Este software tinha como principal função monitorar a localização de pessoas, fornecendo informações sobre os passos de indivíduos em tempo real.

O uso de tecnologias desse tipo por uma agência governamental levanta sérias questões sobre a proteção dos direitos dos cidadãos, já que os limites sobre o uso dessas ferramentas, no contexto de privacidade, ainda são nebulosos.

O fato de a Abin operar ferramentas tão sofisticadas, com potencial para espionagem de grande escala, coloca em questão os mecanismos de controle e fiscalização sobre essas agências.

O governo brasileiro, que possui um aparato de inteligência com vastos recursos tecnológicos, tem a responsabilidade de garantir que tais tecnologias sejam usadas apenas em situações que estejam plenamente dentro dos limites da lei.

O que está em jogo?
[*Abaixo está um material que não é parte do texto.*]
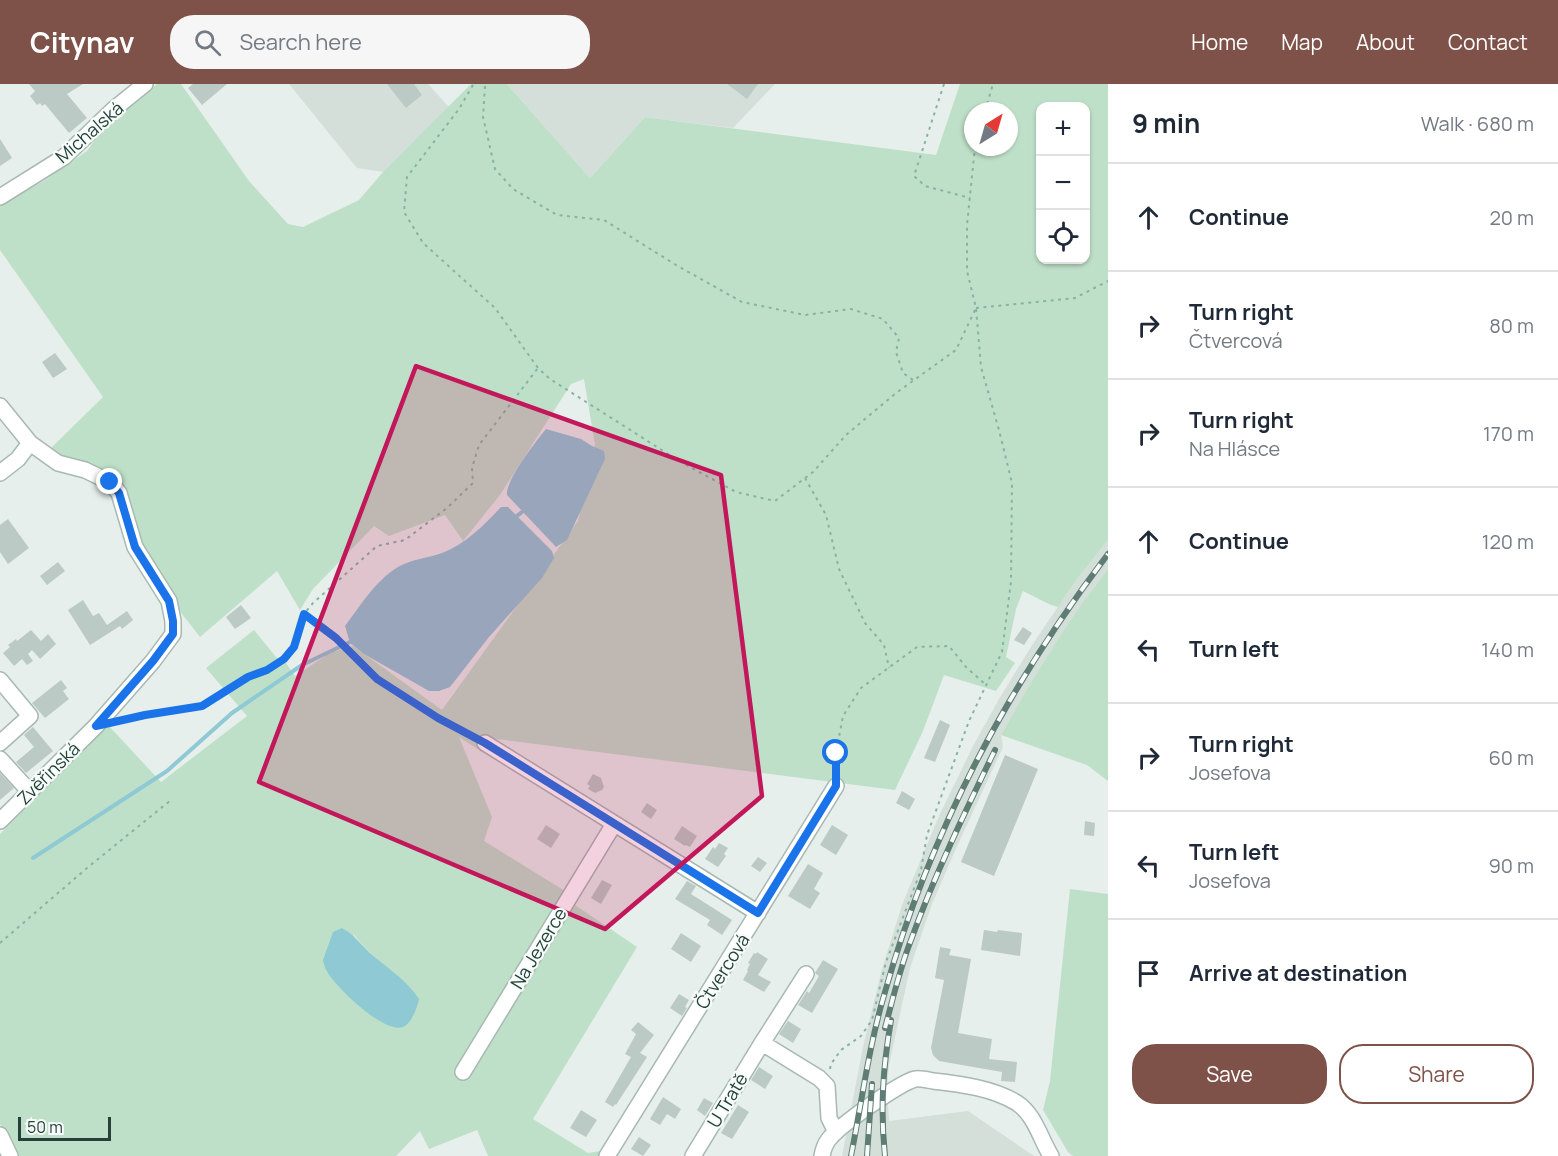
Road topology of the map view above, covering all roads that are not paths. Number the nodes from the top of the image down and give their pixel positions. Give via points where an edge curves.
1 (145, 84) edge
2 (0, 197) edge
3 (0, 406) edge
4 (30, 443) junction
5 (0, 474) edge
6 (0, 680) edge
7 (0, 743) edge
8 (485, 743) road end
9 (0, 759) edge
10 (836, 786) road end
11 (30, 792) junction
12 (0, 821) edge
13 (614, 824) junction
14 (758, 913) junction
15 (806, 974) dead end
16 (762, 1043) junction
17 (463, 1072) dead end
18 (836, 1132) junction
19 (0, 1135) edge
20 (10, 1156) edge
21 (607, 1156) edge
22 (693, 1156) edge
23 (822, 1156) edge
24 (1051, 1156) edge

1 - 2 street, Michalská via 64,157
3 - 4 street, Zvěřinská
4 - 5 street
4 - 11 street, Zvěřinská via 58,463 110,482 119,493 135,547 169,601 173,621 173,634 153,661
6 - 7 street via 30,716
8 - 13 street
9 - 11 street
10 - 14 street, Čtvercová
11 - 12 street, Zvěřinská
13 - 14 street
13 - 17 street, Na Jezerce
14 - 21 street, Čtvercová
15 - 16 street, U Tratě
16 - 18 street via 827,1086 829,1118
16 - 22 street, U Tratě
18 - 23 street
18 - 24 street via 891,1091 916,1079 961,1084 996,1093 1024,1108
19 - 20 street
O risco de uma vigilância em massa

A Polícia Federal investiga se a Abin utilizou o Cobalt Strike ou o First Mile para realizar espionagem contra cidadãos brasileiros.

Caso seja confirmada a utilização dessas ferramentas para monitorar pessoas sem a devida autorização judicial, o caso se tornará um grave escândalo de violação de privacidade e abuso de poder.
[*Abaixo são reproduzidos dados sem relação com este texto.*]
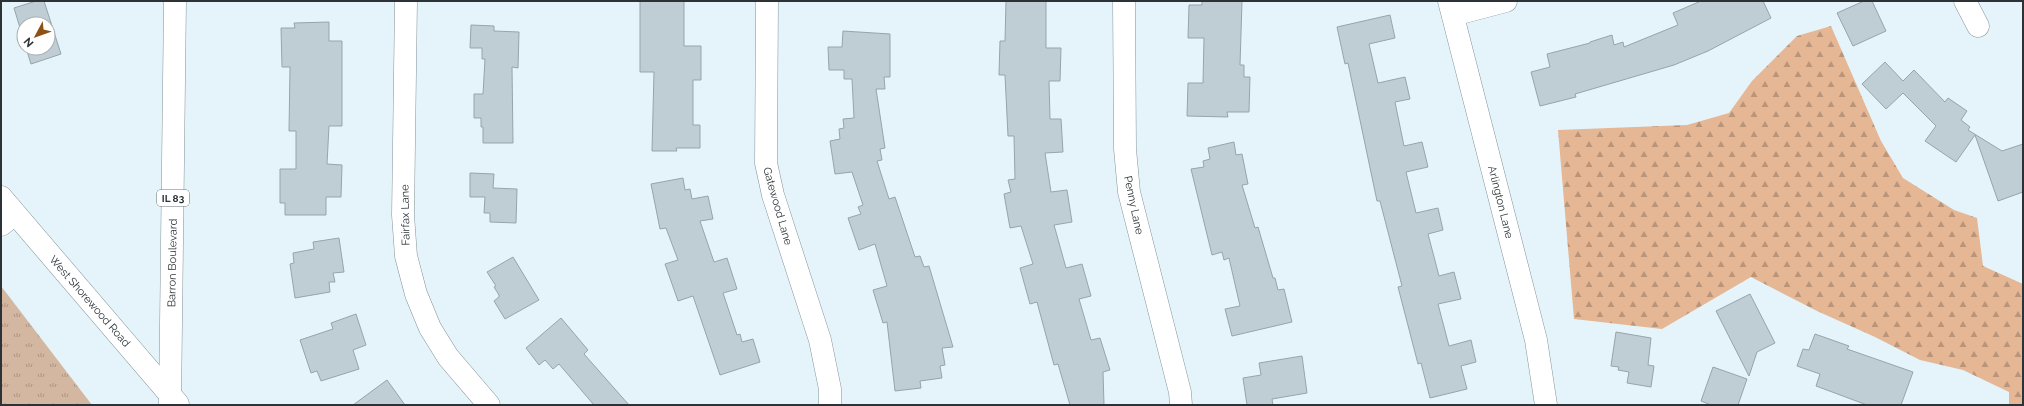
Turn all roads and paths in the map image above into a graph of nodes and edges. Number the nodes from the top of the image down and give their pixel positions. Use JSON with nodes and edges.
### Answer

A depender da resposta da investigação, o episódio poderá gerar um debate ainda mais acirrado sobre o controle das agências de inteligência e os limites éticos no uso de tecnologias avançadas por governos.

Como observou Aguirre Talento, a grande preocupação é saber se a Abin, ao utilizar tecnologias de monitoramento contra autoridades estrangeiras, tem garantias suficientes de que essas ferramentas não serão usadas contra seus próprios cidadãos.

Afinal, se a agência tem à sua disposição ferramentas poderosas de espionagem, quais são as salvaguardas que asseguram que elas não serão usadas de maneira indiscriminada, para além dos limites legais e constitucionais?

A Abin e o controle sobre a vigilância: questões legais e éticas

A Abin, como uma agência federal de inteligência, está autorizada a conduzir operações de vigilância e coleta de informações em prol da segurança nacional.

No entanto, essa autorização é cercada de regras e limitações.

O uso de tecnologia de espionagem, como o Cobalt Strike e o First Mile, para monitorar indivíduos sem uma justificativa clara e sem o devido respaldo jurídico, pode ser considerado uma violação de direitos fundamentais.

Além disso, a questão ética também entra em jogo.

As agências de inteligência, que lidam com informações sensíveis e têm acesso a tecnologias capazes de invadir a privacidade de qualquer pessoa, devem operar sob uma estreita vigilância pública e institucional.

O uso excessivo e sem transparência dessas ferramentas pode resultar em um estado de vigilância em massa, o que seria um retrocesso nas conquistas democráticas do país.

Impacto na confiança pública e no Estado de Direito

Este caso expõe uma fragilidade no sistema de controle sobre as agências de inteligência brasileiras.

A utilização indevida de tecnologias de espionagem, se confirmada, poderá gerar um impacto devastador na confiança do público nas instituições governamentais.

Os cidadãos têm o direito de saber que suas comunicações e dados pessoais estão protegidos de abusos, especialmente quando se trata de agências que deveriam atuar exclusivamente em defesa da segurança nacional, e não para a vigilância de seus próprios cidadãos.

Ainda mais relevante é a forma como esse episódio pode abalar o próprio princípio do Estado de Direito no Brasil.

A vigilância sem garantias legais adequadas pode colocar em risco a liberdade e a privacidade dos indivíduos, que são direitos fundamentais de qualquer democracia.